Why do we care only about canonical transformations?
See What's the point of Hamiltonian mechanics? for a closely related question. The answers in that thread mention various benefits with the Hamiltonian formulation, among other things:
Analysis of structural patterns, symmetries & conservation laws, separability & integrability, Liouville theorem, Hamilton-Jacobi theory, etc, without solving the EOMs.
Contact to (mainly non-relativistic) quantum mechanics and statistical physics.
If we are only interested in solving the EOMs, then the Lagrangian formulation is usually easier.
In this answer, we assume that by a canonical transformation$^1$ (CT) OP means a symplectomorphism $f:M\to M$ on a symplectic manifold $(M,\omega)$ with Hamiltonian function $H:M\to\mathbb{R}$. Symplectomorphism are diffeomorphisms that respect the Poisson bracket $\{\cdot,\cdot\}$.
Darboux Theorem guarantees the existence of local Darboux/canonical coordinate charts.

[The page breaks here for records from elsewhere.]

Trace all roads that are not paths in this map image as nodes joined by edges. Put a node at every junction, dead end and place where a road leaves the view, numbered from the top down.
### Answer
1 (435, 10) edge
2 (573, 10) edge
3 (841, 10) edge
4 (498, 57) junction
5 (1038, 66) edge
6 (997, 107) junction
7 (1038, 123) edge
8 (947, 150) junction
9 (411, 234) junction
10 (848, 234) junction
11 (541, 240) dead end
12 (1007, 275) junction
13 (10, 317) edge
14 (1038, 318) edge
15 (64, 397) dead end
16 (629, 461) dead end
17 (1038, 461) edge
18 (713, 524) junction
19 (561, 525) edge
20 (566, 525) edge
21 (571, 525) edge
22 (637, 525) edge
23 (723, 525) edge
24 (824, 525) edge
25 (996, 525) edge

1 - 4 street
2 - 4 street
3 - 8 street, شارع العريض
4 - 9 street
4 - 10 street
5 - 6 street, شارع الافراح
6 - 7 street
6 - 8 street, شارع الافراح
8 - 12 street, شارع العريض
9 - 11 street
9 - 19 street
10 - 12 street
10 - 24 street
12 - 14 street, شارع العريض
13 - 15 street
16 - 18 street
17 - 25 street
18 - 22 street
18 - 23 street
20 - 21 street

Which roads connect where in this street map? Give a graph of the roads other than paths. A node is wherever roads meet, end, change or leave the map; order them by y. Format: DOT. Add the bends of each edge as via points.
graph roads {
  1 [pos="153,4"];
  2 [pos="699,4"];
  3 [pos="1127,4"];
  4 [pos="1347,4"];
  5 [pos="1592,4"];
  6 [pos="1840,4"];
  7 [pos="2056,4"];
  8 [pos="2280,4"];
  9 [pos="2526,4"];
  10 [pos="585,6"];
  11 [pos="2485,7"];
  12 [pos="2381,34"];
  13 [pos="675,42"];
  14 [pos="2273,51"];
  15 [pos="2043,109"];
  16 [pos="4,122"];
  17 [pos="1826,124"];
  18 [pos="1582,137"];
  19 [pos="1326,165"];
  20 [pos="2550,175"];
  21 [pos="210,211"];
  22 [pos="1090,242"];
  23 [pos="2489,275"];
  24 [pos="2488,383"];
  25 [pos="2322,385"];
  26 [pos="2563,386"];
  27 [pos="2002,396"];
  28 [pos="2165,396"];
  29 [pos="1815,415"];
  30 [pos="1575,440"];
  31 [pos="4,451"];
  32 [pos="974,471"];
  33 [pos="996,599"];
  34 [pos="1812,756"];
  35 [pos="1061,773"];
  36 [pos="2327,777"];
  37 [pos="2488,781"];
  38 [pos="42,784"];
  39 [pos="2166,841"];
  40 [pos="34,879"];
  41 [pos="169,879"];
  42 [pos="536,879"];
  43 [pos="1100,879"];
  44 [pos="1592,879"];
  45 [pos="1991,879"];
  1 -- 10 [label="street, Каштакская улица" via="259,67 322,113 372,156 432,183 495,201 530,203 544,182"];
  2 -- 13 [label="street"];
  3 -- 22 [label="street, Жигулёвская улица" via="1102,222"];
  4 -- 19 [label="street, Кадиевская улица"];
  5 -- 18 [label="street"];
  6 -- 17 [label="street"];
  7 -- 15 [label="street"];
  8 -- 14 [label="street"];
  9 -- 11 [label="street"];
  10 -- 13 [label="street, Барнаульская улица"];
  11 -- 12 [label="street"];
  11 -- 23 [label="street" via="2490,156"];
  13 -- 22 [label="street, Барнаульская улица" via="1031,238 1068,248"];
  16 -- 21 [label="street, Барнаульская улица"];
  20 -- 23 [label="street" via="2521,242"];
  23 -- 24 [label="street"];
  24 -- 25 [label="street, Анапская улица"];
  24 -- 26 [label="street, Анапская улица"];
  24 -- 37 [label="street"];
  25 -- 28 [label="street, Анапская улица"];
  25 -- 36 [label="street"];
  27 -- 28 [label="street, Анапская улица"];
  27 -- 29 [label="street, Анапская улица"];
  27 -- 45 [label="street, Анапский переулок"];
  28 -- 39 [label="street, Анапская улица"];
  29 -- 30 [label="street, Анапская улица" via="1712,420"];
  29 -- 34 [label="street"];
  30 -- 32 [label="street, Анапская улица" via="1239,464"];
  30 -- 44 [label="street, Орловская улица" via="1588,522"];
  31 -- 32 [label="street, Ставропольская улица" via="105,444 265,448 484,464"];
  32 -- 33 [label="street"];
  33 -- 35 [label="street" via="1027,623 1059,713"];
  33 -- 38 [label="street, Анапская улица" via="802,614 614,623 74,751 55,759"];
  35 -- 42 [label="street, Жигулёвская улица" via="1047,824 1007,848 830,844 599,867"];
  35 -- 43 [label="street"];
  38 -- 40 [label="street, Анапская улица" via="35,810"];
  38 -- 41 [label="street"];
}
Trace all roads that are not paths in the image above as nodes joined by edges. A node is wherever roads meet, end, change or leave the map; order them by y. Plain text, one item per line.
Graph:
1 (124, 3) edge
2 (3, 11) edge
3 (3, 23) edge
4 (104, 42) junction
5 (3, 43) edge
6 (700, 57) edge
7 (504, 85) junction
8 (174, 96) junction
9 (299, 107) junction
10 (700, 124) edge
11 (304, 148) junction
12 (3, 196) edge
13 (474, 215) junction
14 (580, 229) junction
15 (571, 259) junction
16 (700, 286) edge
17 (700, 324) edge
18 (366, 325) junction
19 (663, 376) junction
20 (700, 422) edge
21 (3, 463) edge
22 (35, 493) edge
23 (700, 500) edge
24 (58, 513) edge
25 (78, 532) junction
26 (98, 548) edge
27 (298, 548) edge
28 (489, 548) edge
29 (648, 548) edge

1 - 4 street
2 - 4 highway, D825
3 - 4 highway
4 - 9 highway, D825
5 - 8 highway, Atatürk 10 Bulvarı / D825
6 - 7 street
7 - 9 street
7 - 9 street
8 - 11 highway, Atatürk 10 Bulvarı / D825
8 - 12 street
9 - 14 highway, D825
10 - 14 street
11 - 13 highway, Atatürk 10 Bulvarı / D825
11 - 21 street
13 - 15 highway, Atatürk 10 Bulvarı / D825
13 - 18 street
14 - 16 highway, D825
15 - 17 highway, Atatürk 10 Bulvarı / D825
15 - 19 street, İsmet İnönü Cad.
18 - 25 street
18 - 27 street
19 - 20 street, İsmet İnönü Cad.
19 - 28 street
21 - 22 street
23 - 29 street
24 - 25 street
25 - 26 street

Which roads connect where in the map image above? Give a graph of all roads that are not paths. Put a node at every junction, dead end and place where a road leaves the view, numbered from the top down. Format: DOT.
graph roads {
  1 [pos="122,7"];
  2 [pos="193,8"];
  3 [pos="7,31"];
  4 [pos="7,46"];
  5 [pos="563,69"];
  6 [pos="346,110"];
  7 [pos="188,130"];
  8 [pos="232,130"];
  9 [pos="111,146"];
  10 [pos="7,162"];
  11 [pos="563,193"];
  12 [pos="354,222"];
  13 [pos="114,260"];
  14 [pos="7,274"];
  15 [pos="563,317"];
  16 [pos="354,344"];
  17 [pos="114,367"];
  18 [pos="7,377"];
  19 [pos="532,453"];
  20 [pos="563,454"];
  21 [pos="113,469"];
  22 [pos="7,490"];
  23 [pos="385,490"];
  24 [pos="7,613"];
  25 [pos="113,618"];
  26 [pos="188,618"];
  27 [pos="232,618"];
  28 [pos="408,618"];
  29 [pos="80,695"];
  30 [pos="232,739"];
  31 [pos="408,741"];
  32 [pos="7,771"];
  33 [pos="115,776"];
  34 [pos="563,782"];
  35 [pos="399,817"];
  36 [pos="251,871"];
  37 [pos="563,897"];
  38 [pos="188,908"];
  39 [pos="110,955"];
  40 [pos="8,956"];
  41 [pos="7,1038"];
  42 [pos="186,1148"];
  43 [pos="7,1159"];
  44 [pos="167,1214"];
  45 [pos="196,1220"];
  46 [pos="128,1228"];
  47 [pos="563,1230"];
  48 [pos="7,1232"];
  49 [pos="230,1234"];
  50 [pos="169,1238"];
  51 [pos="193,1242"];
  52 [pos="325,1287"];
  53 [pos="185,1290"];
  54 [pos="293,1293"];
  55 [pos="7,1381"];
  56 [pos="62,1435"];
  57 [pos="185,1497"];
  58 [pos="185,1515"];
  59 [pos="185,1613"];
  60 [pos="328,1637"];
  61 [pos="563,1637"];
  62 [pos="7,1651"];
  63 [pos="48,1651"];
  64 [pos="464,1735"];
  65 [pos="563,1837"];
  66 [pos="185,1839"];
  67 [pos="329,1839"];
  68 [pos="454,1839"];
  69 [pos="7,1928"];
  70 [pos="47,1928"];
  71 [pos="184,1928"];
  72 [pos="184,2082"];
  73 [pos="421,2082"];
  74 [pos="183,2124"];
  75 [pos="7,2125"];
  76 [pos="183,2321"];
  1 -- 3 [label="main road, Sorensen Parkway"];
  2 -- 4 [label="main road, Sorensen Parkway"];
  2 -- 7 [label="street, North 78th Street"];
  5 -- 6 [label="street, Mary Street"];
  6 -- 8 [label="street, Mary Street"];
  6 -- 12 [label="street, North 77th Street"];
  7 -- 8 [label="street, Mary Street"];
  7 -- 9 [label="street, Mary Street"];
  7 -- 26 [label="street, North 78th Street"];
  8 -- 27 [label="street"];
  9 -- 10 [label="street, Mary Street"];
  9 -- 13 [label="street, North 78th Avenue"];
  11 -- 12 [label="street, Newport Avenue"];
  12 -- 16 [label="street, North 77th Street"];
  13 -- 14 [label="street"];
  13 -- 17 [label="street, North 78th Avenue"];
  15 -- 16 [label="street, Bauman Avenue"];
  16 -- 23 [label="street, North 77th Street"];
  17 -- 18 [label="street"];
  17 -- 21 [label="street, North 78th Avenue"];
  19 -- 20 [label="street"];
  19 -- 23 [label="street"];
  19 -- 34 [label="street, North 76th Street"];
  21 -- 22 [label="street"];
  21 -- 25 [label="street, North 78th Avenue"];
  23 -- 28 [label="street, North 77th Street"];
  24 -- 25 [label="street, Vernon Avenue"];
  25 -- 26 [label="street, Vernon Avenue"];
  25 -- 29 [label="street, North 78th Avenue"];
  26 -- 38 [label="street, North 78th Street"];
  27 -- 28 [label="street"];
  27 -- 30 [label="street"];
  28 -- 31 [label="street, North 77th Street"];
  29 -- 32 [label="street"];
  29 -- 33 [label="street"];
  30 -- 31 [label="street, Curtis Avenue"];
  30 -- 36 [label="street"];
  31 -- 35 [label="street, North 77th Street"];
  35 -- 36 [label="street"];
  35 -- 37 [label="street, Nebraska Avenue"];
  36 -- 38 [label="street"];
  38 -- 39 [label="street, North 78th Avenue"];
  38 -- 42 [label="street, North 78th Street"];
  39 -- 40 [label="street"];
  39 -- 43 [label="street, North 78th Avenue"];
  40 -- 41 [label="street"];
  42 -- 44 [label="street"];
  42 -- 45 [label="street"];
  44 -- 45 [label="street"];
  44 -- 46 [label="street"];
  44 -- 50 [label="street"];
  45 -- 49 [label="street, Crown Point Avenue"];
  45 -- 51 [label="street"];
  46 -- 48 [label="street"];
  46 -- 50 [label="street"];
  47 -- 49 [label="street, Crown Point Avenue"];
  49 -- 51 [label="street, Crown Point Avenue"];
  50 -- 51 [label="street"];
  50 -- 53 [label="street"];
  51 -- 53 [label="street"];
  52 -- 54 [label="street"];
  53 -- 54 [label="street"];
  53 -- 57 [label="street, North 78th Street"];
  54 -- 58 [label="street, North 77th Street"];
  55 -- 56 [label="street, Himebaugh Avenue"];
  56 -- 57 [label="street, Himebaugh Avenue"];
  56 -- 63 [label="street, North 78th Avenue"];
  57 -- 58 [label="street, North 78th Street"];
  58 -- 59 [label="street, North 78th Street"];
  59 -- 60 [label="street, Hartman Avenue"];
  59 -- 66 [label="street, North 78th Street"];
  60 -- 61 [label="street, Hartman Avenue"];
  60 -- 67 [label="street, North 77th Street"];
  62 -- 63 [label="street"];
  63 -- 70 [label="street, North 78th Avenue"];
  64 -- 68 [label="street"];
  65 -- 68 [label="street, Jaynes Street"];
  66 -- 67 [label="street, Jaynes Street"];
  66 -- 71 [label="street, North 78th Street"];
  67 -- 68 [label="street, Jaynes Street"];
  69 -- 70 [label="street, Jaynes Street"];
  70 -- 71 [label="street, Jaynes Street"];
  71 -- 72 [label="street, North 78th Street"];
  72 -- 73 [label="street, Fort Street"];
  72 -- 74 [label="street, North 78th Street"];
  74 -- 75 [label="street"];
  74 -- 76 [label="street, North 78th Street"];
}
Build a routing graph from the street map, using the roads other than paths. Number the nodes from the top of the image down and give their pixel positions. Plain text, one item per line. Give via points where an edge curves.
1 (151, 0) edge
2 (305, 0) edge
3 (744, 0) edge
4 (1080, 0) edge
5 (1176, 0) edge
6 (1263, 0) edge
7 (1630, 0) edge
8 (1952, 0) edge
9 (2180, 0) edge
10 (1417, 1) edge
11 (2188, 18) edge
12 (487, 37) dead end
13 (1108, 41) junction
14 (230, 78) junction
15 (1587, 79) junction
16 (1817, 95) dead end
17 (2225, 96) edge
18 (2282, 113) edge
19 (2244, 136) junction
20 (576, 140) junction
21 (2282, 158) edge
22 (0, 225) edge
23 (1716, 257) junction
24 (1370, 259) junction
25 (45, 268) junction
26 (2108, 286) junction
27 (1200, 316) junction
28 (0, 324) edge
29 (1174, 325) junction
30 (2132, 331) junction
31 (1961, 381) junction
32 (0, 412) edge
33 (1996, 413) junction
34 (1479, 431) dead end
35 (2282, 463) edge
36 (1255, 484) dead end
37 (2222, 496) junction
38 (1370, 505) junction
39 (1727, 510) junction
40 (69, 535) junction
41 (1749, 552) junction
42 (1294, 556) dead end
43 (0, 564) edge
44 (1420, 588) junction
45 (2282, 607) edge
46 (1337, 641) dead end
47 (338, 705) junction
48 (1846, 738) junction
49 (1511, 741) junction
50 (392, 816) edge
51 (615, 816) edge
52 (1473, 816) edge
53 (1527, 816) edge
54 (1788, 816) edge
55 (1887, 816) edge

A symplectomorphism takes local Darboux/canonical coordinates into local Darboux/canonical coordinates.
Note that from a geometric point of view the important construct is the Poisson bracket itself. In contrast, the local Darboux/canonical coordinates are in principle dispensable.
Example: Let us here assume no explicit time dependence for simplicity. Then under a symplectomorphism $f$ a constant of motion $Q:M\to\mathbb{R}$ with $\{Q,H\} =0$ turn into a constant of motion $f^{\ast}Q:=Q\circ f$ with $\{f^{\ast}Q,f^{\ast}H\} =0$.
--
$^1$ For various definitions of a CT, see this Phys.SE post.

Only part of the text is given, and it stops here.